Collection entries:

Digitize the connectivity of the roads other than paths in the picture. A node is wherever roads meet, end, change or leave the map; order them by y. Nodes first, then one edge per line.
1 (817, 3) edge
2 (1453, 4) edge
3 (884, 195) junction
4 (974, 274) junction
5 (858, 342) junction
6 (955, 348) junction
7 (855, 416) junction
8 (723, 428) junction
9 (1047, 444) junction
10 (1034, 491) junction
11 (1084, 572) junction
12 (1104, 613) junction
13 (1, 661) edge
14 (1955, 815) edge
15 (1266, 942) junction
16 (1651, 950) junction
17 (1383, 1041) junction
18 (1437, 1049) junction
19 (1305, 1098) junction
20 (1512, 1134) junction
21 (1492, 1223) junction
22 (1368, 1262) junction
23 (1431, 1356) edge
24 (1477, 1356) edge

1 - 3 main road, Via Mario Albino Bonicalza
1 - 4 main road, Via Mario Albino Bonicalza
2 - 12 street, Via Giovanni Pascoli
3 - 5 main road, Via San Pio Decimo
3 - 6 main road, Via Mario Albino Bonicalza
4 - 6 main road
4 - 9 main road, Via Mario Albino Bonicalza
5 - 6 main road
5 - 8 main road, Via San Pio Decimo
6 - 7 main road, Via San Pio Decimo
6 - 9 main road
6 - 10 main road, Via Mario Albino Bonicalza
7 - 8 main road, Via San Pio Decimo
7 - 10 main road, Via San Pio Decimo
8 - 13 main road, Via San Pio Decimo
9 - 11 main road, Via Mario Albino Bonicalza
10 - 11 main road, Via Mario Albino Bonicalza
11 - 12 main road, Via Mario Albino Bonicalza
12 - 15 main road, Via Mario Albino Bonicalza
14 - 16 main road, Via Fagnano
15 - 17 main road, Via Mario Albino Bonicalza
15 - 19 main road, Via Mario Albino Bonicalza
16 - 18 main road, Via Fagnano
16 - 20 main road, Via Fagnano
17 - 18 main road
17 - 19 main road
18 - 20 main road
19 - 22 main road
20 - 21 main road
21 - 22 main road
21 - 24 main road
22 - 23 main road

_TASK PROMPT_
Could I ask you to return the records exactly and in full?

_RESPONSE TO THIS TASK_
Digitize the connectivity of the roads other than paths in the picture. A node is wherever roads meet, end, change or leave the map; order them by y. Nodes first, then one edge per line.
1 (817, 3) edge
2 (1453, 4) edge
3 (884, 195) junction
4 (974, 274) junction
5 (858, 342) junction
6 (955, 348) junction
7 (855, 416) junction
8 (723, 428) junction
9 (1047, 444) junction
10 (1034, 491) junction
11 (1084, 572) junction
12 (1104, 613) junction
13 (1, 661) edge
14 (1955, 815) edge
15 (1266, 942) junction
16 (1651, 950) junction
17 (1383, 1041) junction
18 (1437, 1049) junction
19 (1305, 1098) junction
20 (1512, 1134) junction
21 (1492, 1223) junction
22 (1368, 1262) junction
23 (1431, 1356) edge
24 (1477, 1356) edge

1 - 3 main road, Via Mario Albino Bonicalza
1 - 4 main road, Via Mario Albino Bonicalza
2 - 12 street, Via Giovanni Pascoli
3 - 5 main road, Via San Pio Decimo
3 - 6 main road, Via Mario Albino Bonicalza
4 - 6 main road
4 - 9 main road, Via Mario Albino Bonicalza
5 - 6 main road
5 - 8 main road, Via San Pio Decimo
6 - 7 main road, Via San Pio Decimo
6 - 9 main road
6 - 10 main road, Via Mario Albino Bonicalza
7 - 8 main road, Via San Pio Decimo
7 - 10 main road, Via San Pio Decimo
8 - 13 main road, Via San Pio Decimo
9 - 11 main road, Via Mario Albino Bonicalza
10 - 11 main road, Via Mario Albino Bonicalza
11 - 12 main road, Via Mario Albino Bonicalza
12 - 15 main road, Via Mario Albino Bonicalza
14 - 16 main road, Via Fagnano
15 - 17 main road, Via Mario Albino Bonicalza
15 - 19 main road, Via Mario Albino Bonicalza
16 - 18 main road, Via Fagnano
16 - 20 main road, Via Fagnano
17 - 18 main road
17 - 19 main road
18 - 20 main road
19 - 22 main road
20 - 21 main road
21 - 22 main road
21 - 24 main road
22 - 23 main road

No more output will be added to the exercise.